Ice Cube e la sua faccia da buono, irrimediabile. Pam Grier, che non è l’ultima arrivata, relegata a un ruolo che definire marginale e inconsistente è un complimento, e una serie di faccette buffe, tra nemici e alleati, di cui non si sente la mancanza. Già dopo una mezz’oretta di visione, anzi, si spera di vederne le teste ficcate sui pali. Big Daddy Mars (Richard Cetrone) [giuro che è accreditato con questo nomignolo] il capo dei “marziani”, ce la mette tutta per uscire dall’anonimato, prestandosi anche a filmare una scena in cui finisce avvolto dalle fiamme, ma invano. Non sono le sue urla, quelle che ti rimangono in testa. Resta, invece, solo un gran silenzio.

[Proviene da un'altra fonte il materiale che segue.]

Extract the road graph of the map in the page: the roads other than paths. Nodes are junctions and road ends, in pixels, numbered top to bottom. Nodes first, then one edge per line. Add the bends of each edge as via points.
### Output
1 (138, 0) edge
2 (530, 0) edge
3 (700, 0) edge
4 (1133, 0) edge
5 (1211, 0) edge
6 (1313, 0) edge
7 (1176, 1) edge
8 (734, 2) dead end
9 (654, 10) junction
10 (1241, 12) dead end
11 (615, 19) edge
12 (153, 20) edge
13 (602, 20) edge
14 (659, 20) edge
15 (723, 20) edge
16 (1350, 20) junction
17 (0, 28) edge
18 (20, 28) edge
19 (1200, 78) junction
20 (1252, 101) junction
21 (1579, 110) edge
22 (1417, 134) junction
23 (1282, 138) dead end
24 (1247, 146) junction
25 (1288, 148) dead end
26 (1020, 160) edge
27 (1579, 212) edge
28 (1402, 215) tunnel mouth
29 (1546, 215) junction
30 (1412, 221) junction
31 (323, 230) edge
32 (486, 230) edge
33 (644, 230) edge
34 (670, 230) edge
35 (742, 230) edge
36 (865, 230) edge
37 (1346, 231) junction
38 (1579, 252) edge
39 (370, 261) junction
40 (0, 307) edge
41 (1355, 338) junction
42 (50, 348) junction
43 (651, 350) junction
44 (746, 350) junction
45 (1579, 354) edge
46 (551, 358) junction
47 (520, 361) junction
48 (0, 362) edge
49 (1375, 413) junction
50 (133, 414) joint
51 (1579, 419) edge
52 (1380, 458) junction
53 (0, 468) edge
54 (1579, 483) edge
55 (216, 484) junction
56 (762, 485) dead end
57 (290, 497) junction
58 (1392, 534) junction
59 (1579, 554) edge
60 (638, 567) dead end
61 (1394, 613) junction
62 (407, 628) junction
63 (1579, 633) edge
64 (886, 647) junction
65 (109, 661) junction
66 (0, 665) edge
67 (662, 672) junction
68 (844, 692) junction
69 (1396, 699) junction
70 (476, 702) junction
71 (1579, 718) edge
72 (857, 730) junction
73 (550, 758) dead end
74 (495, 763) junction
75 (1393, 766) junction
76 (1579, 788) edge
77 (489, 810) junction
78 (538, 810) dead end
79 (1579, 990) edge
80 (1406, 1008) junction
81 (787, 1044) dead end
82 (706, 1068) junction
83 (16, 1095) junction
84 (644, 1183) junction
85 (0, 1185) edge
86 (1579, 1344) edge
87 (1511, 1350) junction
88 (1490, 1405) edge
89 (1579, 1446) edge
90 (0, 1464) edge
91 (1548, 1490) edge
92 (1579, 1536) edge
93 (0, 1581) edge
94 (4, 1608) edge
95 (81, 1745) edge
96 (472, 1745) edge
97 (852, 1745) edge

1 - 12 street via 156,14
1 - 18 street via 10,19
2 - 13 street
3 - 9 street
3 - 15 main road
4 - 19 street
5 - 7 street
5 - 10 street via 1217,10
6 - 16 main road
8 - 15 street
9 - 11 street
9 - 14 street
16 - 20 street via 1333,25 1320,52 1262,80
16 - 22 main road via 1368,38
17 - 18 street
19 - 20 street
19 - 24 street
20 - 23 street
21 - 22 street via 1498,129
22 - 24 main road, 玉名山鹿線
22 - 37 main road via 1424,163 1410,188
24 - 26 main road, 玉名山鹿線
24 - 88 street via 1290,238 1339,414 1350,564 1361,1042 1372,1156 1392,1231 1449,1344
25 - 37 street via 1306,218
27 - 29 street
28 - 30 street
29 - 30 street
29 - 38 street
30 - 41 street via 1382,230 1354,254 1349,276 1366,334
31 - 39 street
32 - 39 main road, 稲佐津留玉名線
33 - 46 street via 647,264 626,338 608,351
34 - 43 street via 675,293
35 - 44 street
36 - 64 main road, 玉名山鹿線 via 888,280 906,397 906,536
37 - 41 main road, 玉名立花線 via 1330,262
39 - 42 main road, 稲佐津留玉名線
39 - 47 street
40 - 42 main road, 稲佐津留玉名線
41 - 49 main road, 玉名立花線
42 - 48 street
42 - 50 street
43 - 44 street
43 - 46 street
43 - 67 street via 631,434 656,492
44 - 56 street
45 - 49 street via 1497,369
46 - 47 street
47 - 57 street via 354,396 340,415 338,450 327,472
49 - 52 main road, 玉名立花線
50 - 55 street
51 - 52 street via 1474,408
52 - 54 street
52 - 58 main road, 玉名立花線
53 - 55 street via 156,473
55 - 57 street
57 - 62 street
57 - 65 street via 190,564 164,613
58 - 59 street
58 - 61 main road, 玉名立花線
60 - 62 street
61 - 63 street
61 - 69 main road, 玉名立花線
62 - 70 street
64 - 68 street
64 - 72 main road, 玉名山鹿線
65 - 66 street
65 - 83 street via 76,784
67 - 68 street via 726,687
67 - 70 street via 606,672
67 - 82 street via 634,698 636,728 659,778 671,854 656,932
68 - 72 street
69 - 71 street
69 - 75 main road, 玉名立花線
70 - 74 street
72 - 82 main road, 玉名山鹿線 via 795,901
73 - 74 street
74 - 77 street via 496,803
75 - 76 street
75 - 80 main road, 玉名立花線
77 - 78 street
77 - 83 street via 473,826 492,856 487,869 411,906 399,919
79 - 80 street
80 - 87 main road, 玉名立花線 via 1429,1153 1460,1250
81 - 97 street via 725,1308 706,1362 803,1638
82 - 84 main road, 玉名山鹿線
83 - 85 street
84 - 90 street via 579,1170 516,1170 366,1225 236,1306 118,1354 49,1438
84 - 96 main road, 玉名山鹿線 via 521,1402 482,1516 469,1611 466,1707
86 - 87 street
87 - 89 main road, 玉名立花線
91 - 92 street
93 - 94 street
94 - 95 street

L’introspezione psicologica non è mai stata caratteristica carpenteriana, ma neppure la sciatteria. Cosa, quest’ultima, che qui abbonda in un film in perenne bilico tra commedia, per i toni leggeri dei siparietti e gli scontri non troppo cruenti e fantascienza adulta che ha dimenticato di essere tale.
Come le esplosioni accompagnate da attori che volano grazie alle pedane meccaniche, che forniscono loro lo slancio. Capite? Volano, anziché esplodere e smembrarsi. Se questa è stata la scelta, c’è poco da aggiungere.